Ora la data di pagamento è finalmente visibile. Una conferma attesa soprattutto da chi partecipa con regolarità ai percorsi previsti: per loro non c’è nulla da temere, perché il pagamento segue un iter ormai ben definito. Ma vediamo tutti i dettagli.
A chi spetta il Supporto Formazione e Lavoro
Il Supporto per la Formazione e il Lavoro è una misura pensata per le persone considerate occupabili, cioè in grado di lavorare ma attualmente senza impiego.
Possono riceverlo:
- cittadini tra i 18 e i 59 anni,
- che non rientrano nei requisiti per l’Assegno di Inclusione,
- con un ISEE fino a 10.140 euro.
Si tratta quindi di un aiuto economico mensile destinato a chi deve rientrare nel mondo del lavoro attraverso percorsi specifici.
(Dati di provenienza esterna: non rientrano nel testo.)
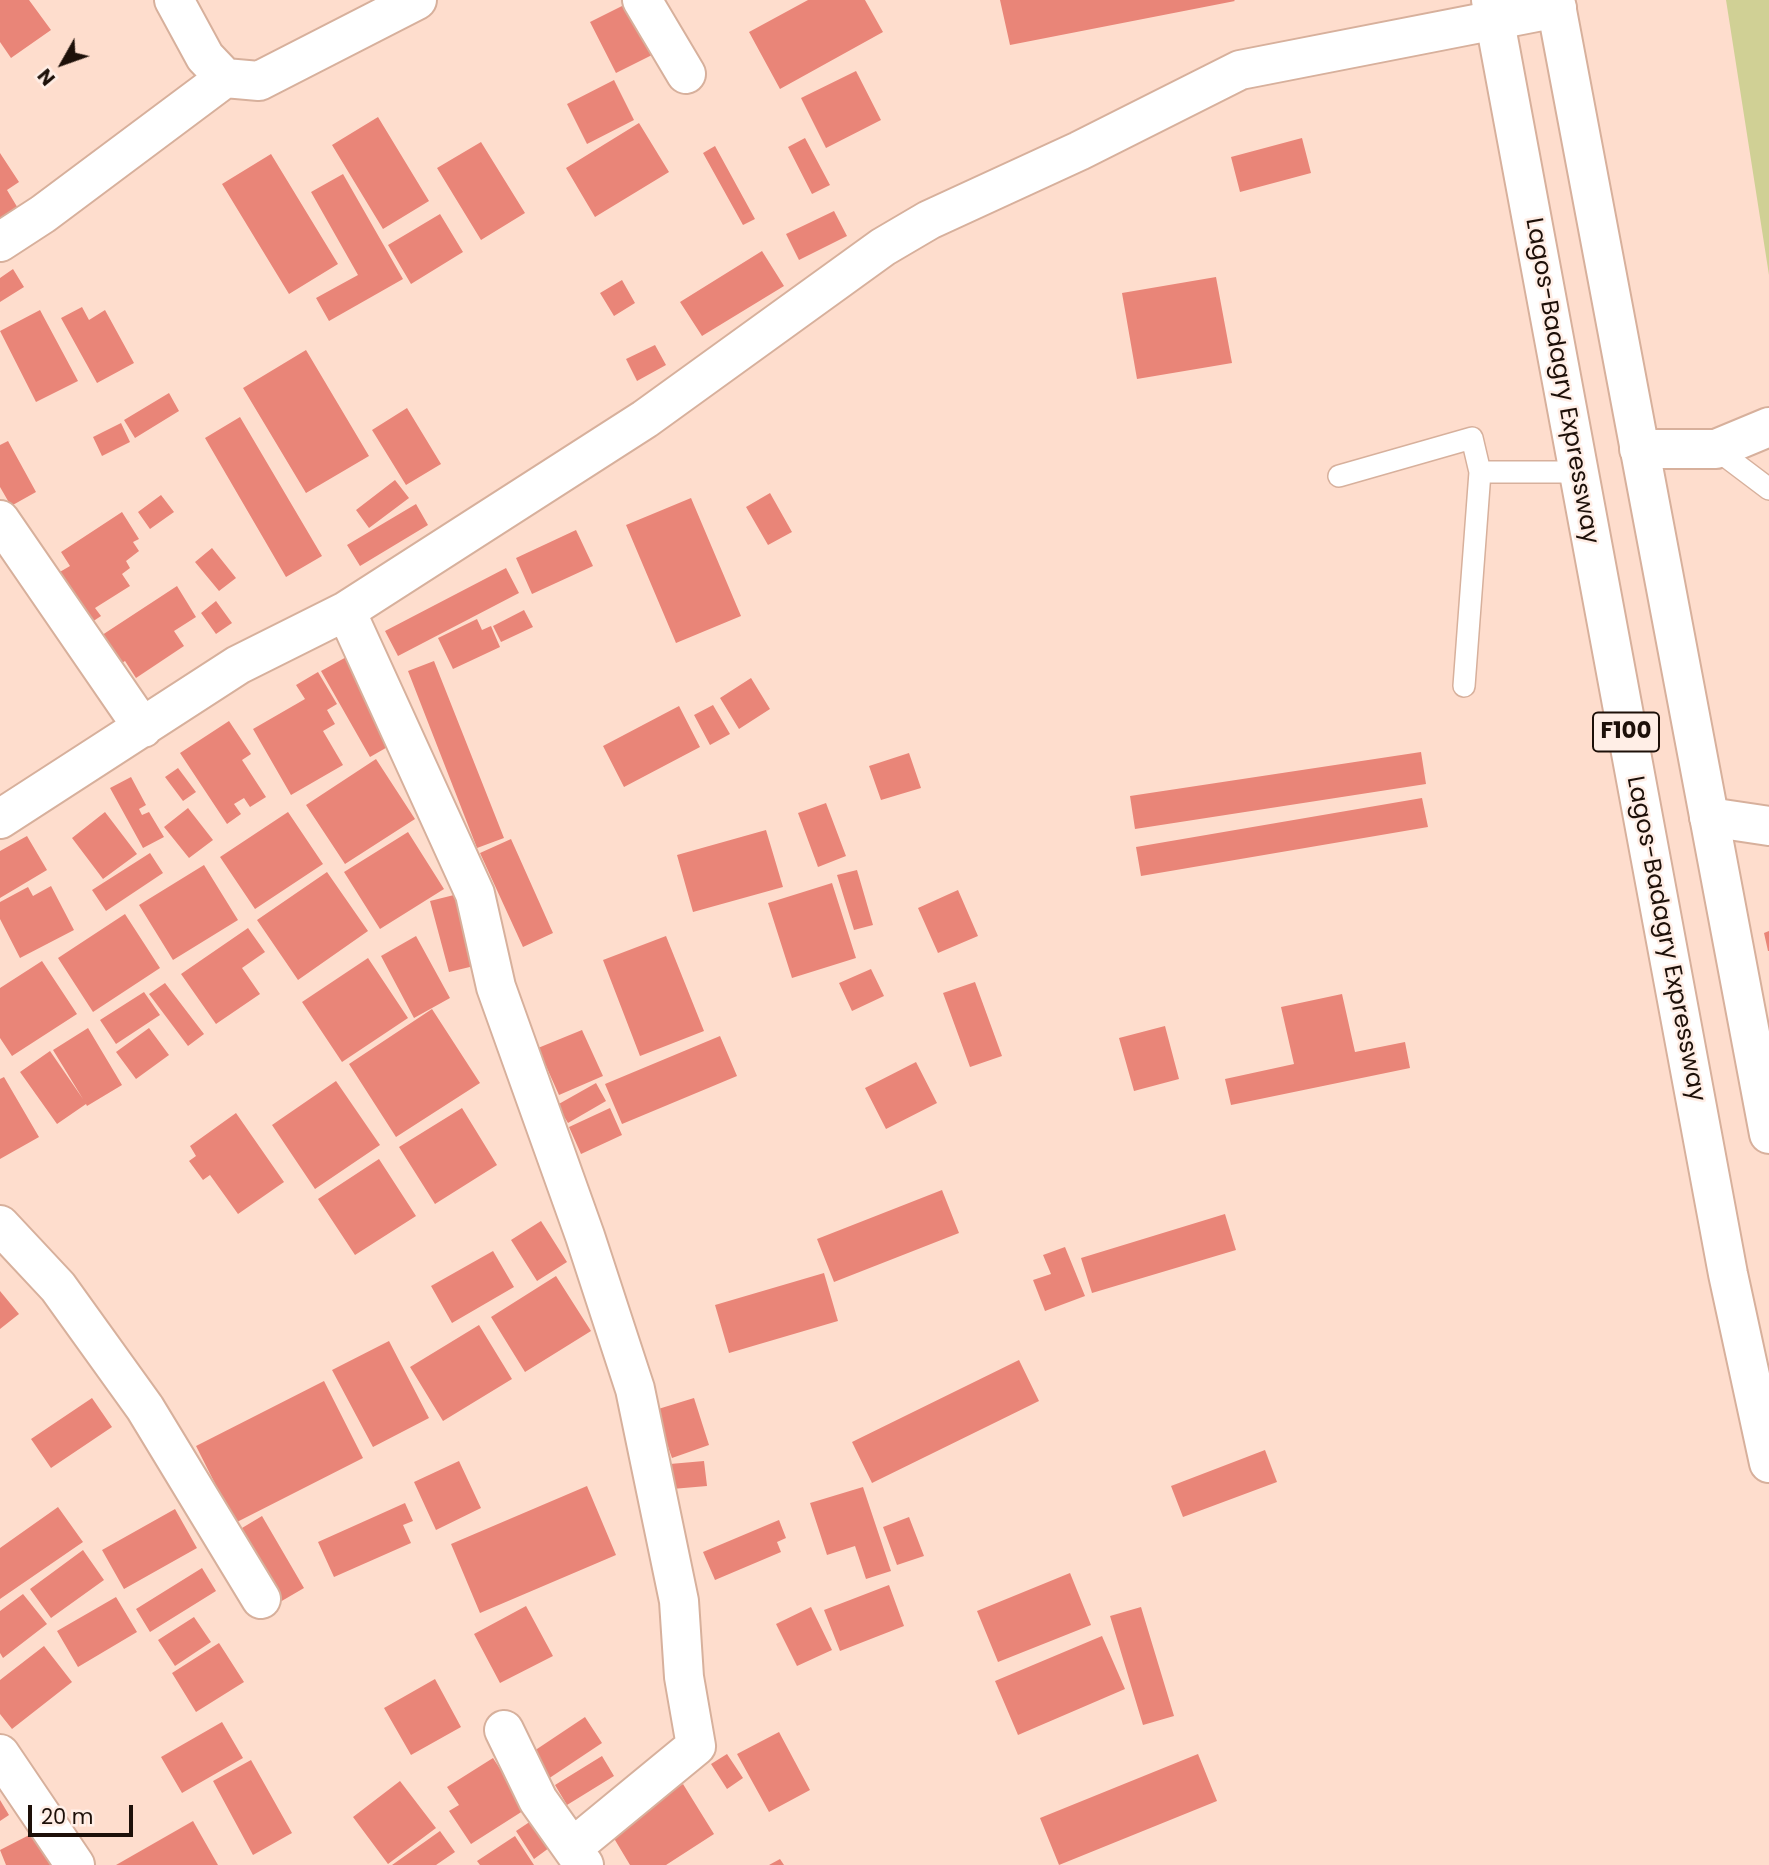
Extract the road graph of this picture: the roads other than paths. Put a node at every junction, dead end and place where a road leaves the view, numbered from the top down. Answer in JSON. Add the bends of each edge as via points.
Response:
{"nodes":[{"id":1,"x":174,"y":0,"type":"edge"},
{"id":2,"x":417,"y":0,"type":"edge"},
{"id":3,"x":642,"y":0,"type":"edge"},
{"id":4,"x":1556,"y":4,"type":"edge"},
{"id":5,"x":1492,"y":10,"type":"edge"},
{"id":6,"x":686,"y":74,"type":"dead end"},
{"id":7,"x":225,"y":78,"type":"junction"},
{"id":8,"x":0,"y":242,"type":"edge"},
{"id":9,"x":1769,"y":427,"type":"edge"},
{"id":10,"x":1639,"y":449,"type":"junction"},
{"id":11,"x":1716,"y":449,"type":"junction"},
{"id":12,"x":1480,"y":472,"type":"junction"},
{"id":13,"x":1577,"y":472,"type":"junction"},
{"id":14,"x":1339,"y":476,"type":"dead end"},
{"id":15,"x":1769,"y":489,"type":"edge"},
{"id":16,"x":0,"y":520,"type":"edge"},
{"id":17,"x":346,"y":611,"type":"junction"},
{"id":18,"x":1464,"y":686,"type":"dead end"},
{"id":19,"x":143,"y":728,"type":"junction"},
{"id":20,"x":1709,"y":817,"type":"junction"},
{"id":21,"x":0,"y":819,"type":"edge"},
{"id":22,"x":1769,"y":826,"type":"edge"},
{"id":23,"x":1769,"y":1134,"type":"edge"},
{"id":24,"x":0,"y":1225,"type":"edge"},
{"id":25,"x":1769,"y":1463,"type":"edge"},
{"id":26,"x":261,"y":1599,"type":"dead end"},
{"id":27,"x":504,"y":1730,"type":"dead end"},
{"id":28,"x":0,"y":1754,"type":"edge"},
{"id":29,"x":578,"y":1857,"type":"edge"},
{"id":30,"x":75,"y":1865,"type":"edge"}],
"edges":[{"from":1,"to":7,"type":"main road","via":[[205,57]]},
{"from":2,"to":7,"type":"main road","via":[[258,81]]},
{"from":3,"to":6,"type":"main road"},
{"from":4,"to":5,"type":"main road"},
{"from":4,"to":10,"type":"main road","number":"F100"},
{"from":5,"to":13,"type":"main road","name":"Lagos-Badagry Expressway","number":"F100"},
{"from":5,"to":17,"type":"main road","via":[[1240,70],[929,220],[883,247],[645,419]]},
{"from":7,"to":8,"type":"main road"},
{"from":9,"to":11,"type":"main road"},
{"from":10,"to":11,"type":"main road"},
{"from":10,"to":20,"type":"main road","number":"F100"},
{"from":11,"to":15,"type":"lane"},
{"from":12,"to":13,"type":"lane"},
{"from":12,"to":14,"type":"lane","via":[[1472,438]]},
{"from":12,"to":18,"type":"lane"},
{"from":13,"to":25,"type":"main road","name":"Lagos-Badagry Expressway","number":"F100","via":[[1728,1274]]},
{"from":16,"to":19,"type":"main road"},
{"from":17,"to":19,"type":"main road","via":[[238,665]]},
{"from":17,"to":29,"type":"main road","via":[[475,894],[496,987],[635,1389],[679,1601],[684,1677],[696,1746]]},
{"from":19,"to":21,"type":"main road"},
{"from":20,"to":22,"type":"main road"},
{"from":20,"to":23,"type":"main road","number":"F100"},
{"from":24,"to":26,"type":"main road","via":[[58,1287],[145,1408]]},
{"from":27,"to":29,"type":"main road","via":[[538,1800]]},
{"from":28,"to":30,"type":"main road"}]}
Bonus, lavorazioni partite tra il 19 e il 20 marzo
Un primo passo importante è già stato fatto nei giorni scorsi: le lavorazioni del bonus, infatti, sono partite tra il 19 e il 20 marzo, e in concomitanza INPS ha comunicato l’esito. Solo con esito positivo ci si può aspettare l’accredito dei 500 euro.
Questo significa che le pratiche SFL sono state prese in carico e che il processo per arrivare al pagamento è ormai in fase avanzata. Una volta terminate le lavorazioni, infatti, il passaggio successivo è proprio la definizione della data di accredito.
Sui Fascicoli Previdenziali compare la data del pagamento
In queste ore sta arrivando la conferma più attesa: nei fascicoli previdenziali dei beneficiari sta comparendo la data di pagamento. L’accredito del Supporto per la Formazione e il Lavoro è previsto per giovedì 26 marzo:

Un segnale chiaro che indica come le procedure siano ormai concluse e che i bonifici siano pronti a partire. D’altronde c’era da aspettarselo: tra lavorazioni e accrediti, infatti, trascorre circa una settimana.
Questo pagamento riguarda coloro che stanno frequentando regolarmente l’attività formativa alla quale si sono iscritti e che attendono una mensilità diversa dalla prima.
Quando spetta davvero il bonus (e quando si perde)
È importante ricordare che il Supporto per la Formazione e il Lavoro non è un contributo automatico. Per riceverlo bisogna partecipare attivamente a uno dei percorsi previsti, tra cui:
- formazione e accompagnamento al lavoro,
- qualificazione e riqualificazione professionale,
- politiche attive del lavoro,
- progetti utili alla collettività,
- servizio civile universale.
La regola è semplice: chi non partecipa perde il sussidio. La frequenza e l’impegno nelle attività sono quindi fondamentali per continuare a ricevere i 500 euro mensili previsti dalla misura.